The first legislature in the Territory of
Iowa, 1838-1839, paid little attention to the care of
unfortunates. The care of the poor was left to the townships
and one law provided that the overseer of the poor should care
for the insane. The territorial legislature of 1842 passed a
law permitting counties to build a county home or poorhouse.
The state legislature of 1849 provided that anyone between
ten and twenty-one who was deaf or blind should be allowed $50
per year for two years for educational purposes.
THE BLIND
In 1853 Iowa became the fifteenth state in the
Union to provide a school for the blind.
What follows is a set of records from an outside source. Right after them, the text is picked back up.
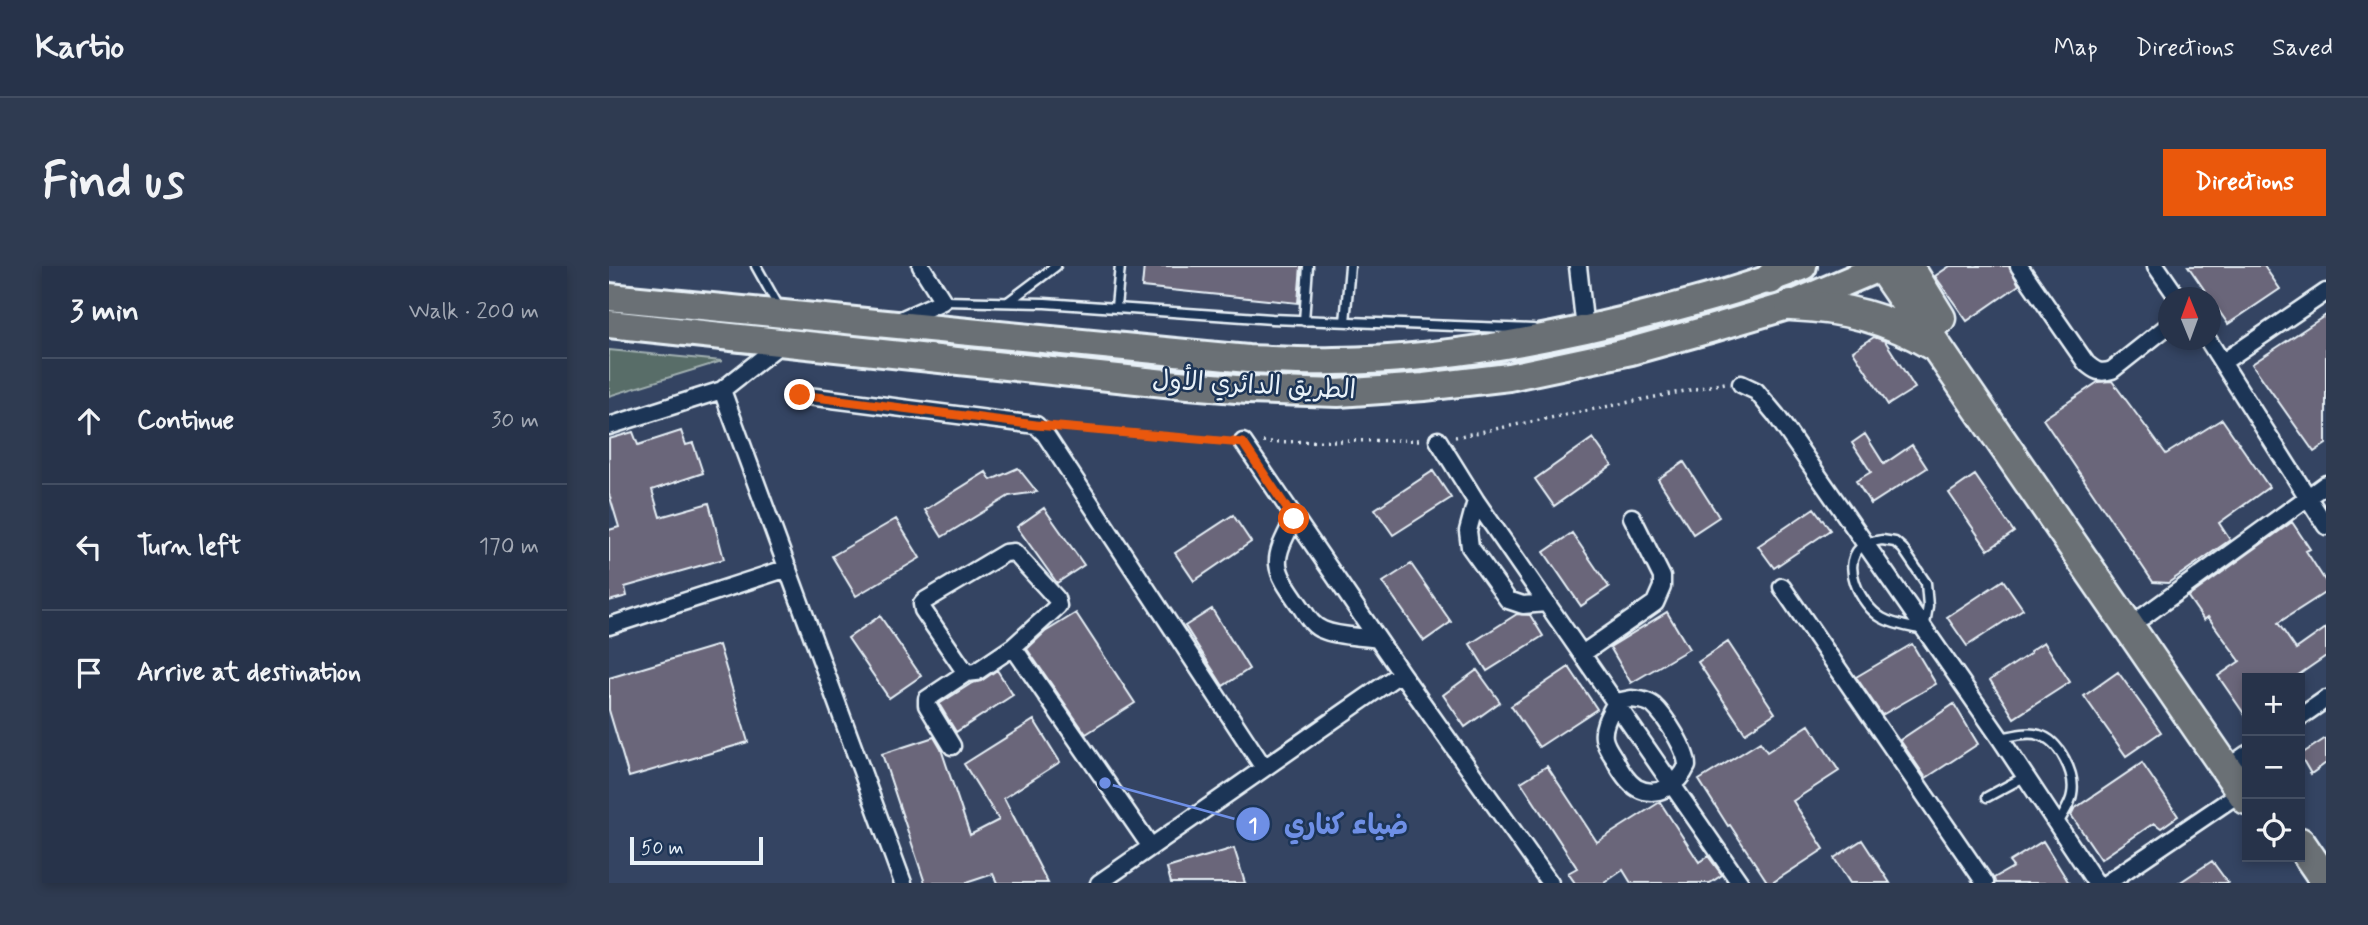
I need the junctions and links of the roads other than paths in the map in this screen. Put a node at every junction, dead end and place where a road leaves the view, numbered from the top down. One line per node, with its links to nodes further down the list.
1 (756, 266): 21 (lane)
2 (921, 266): 17 (street)
3 (1056, 266): 18 (lane)
4 (1120, 266): 20 (lane)
5 (1308, 266): 22 (lane)
6 (1350, 266): 23 (lane)
7 (1579, 266): 26 (street)
8 (1803, 266): 13 (main road, الطريق الدائري الأول)
9 (1882, 266): 19 (main road, الطريق الدائري الأول); 29 (highway)
10 (1908, 266): 48 (highway)
11 (2019, 266): 27 (street)
12 (2156, 266): 14 (street)
13 (1777, 273): 26 (main road, الطريق الدائري الأول)
14 (2170, 287)
15 (2326, 292): 31 (street)
16 (609, 297): 21 (main road, الطريق الدائري الأول)
17 (943, 301): 18 (lane); 25 (street)
18 (1008, 302): 20 (lane)
19 (1791, 305): 28 (main road, الطريق الدائري الأول); 29 (highway)
20 (1116, 307): 22 (lane)
21 (784, 315): 25 (main road, الطريق الدائري الأول)
22 (1304, 321): 23 (lane)
23 (1345, 323): 26 (lane)
24 (609, 324): 28 (main road, الطريق الدائري الأول)
25 (890, 325): 26 (main road, الطريق الدائري الأول)
26 (1585, 330)
27 (2158, 332)
28 (783, 342): 33 (street)
29 (1939, 348): 63 (highway)
30 (2215, 350): 31 (street)
31 (2223, 362): 39 (street)
32 (1741, 384): 44 (street)
33 (722, 390): 35 (street); 45 (street)
34 (800, 395): 61 (street)
35 (609, 426)
36 (1438, 440): 40 (street)
37 (1243, 443): 42 (street)
38 (2326, 484): 39 (street)
39 (2307, 498): 43 (street); 48 (street)
40 (1476, 501): 47 (street); 47 (street)
41 (1632, 517): 53 (street)
42 (1294, 519): 51 (street); 51 (street)
43 (2326, 526)
44 (1865, 544): 50 (street); 50 (lane); 50 (lane)
45 (788, 568): 49 (street); 73 (street)
46 (1782, 587): 77 (street)
47 (1546, 603): 53 (street)
48 (2144, 616): 62 (highway)
49 (609, 626)
50 (1924, 629): 59 (street)
51 (1377, 639): 55 (street)
52 (1013, 647): 54 (street); 54 (street); 69 (street)
53 (1582, 654): 57 (street)
54 (966, 673): 60 (street)
55 (1401, 673): 61 (street); 75 (street)
56 (2326, 699): 58 (street)
57 (1616, 702): 66 (street); 66 (street); 66 (street)
58 (2305, 714)
59 (2000, 738): 64 (street); 68 (lane)
60 (952, 746)
61 (1264, 768): 69 (street)
62 (2242, 773)
63 (2242, 774)
64 (2026, 776): 67 (lane); 68 (street)
65 (2242, 776): 79 (street)
66 (1672, 786): 76 (street)
67 (1987, 797)
68 (2058, 824): 78 (street)
69 (1151, 847): 74 (street)
70 (2305, 850): 72 (highway)
71 (2289, 862): 80 (highway)
72 (2326, 881)
73 (903, 883)
74 (1099, 883)
75 (1550, 883)
76 (1739, 883)
77 (1985, 883)
78 (2097, 883)
79 (2107, 883)
80 (2304, 883)

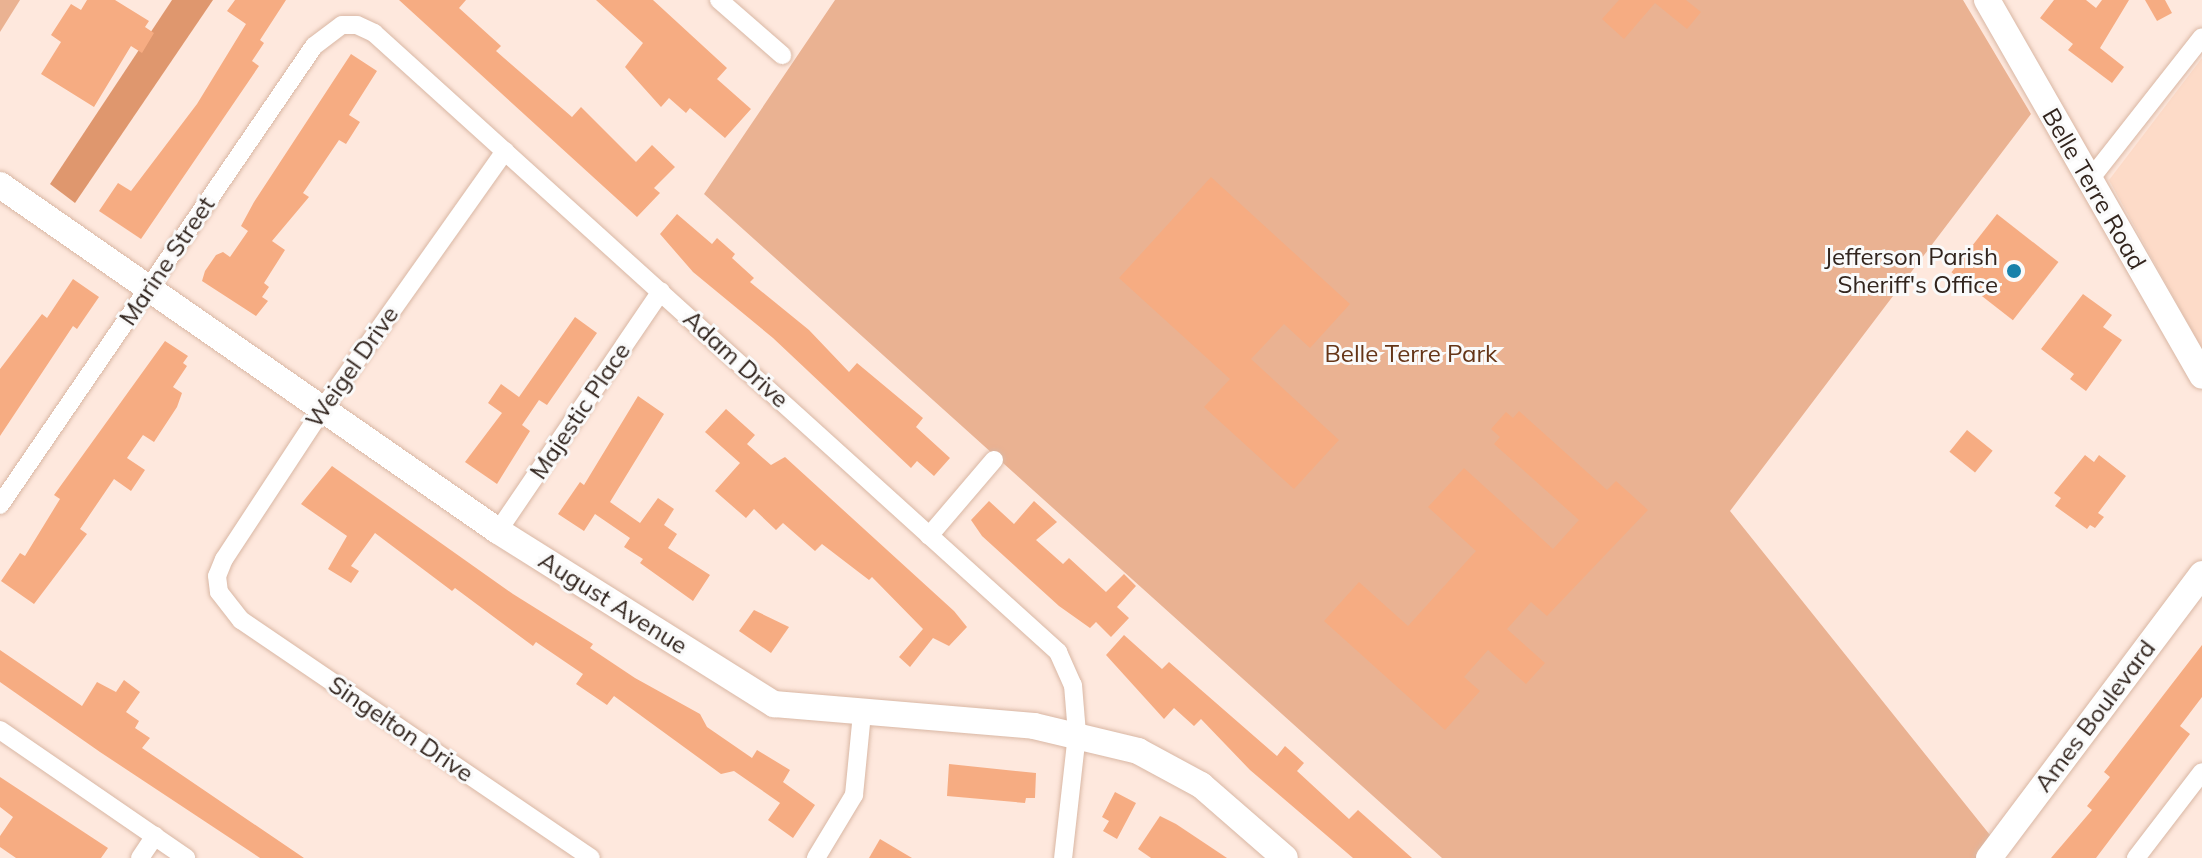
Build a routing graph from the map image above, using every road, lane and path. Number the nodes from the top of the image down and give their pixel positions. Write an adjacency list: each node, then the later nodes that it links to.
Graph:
1 (719, 0): 5 (street)
2 (1987, 0): 7 (street, Belle Terre Road)
3 (342, 25): 6 (street, Adam Drive); 9 (street, Marine Street)
4 (2202, 37): 7 (street)
5 (782, 55)
6 (505, 151): 10 (street, Adam Drive); 12 (street, Weigel Drive)
7 (2088, 182): 11 (street, Belle Terre Road)
8 (0, 185): 9 (street, August Avenue)
9 (148, 290): 12 (street, August Avenue); 14 (street, Marine Street)
10 (661, 291): 15 (street, Majestic Place); 16 (street, Adam Drive)
11 (2202, 376)
12 (324, 407): 15 (street, August Avenue); 18 (street, Weigel Drive)
13 (994, 460): 16 (street)
14 (0, 505)
15 (498, 531): 19 (street, August Avenue)
16 (929, 536): 21 (street, Adam Drive)
17 (2202, 574): 30 (street, Ames Boulevard)
18 (219, 592): 26 (street, Singelton Drive)
19 (862, 713): 21 (street, August Avenue); 27 (street)
20 (0, 730): 23 (street)
21 (1077, 734): 28 (street, Adam Drive); 29 (street, August Avenue)
22 (2202, 772): 31 (street)
23 (155, 836): 24 (street); 25 (street)
24 (140, 858)
25 (186, 858)
26 (591, 858)
27 (816, 858)
28 (1063, 858)
29 (1285, 858)
30 (1989, 858)
31 (2136, 858)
In January of that
year the legislature passed a law establishing an "Asylum of
the Blind." The institution was to be located at Iowa City,
which was then the capital.
Samual Bacon, a blind teacher of the blind,
had opened a private school for the blind at Keokuk in August,
1852. He was made principal of the new school at Iowa City
and in February, 1853, he moved his own school to that place.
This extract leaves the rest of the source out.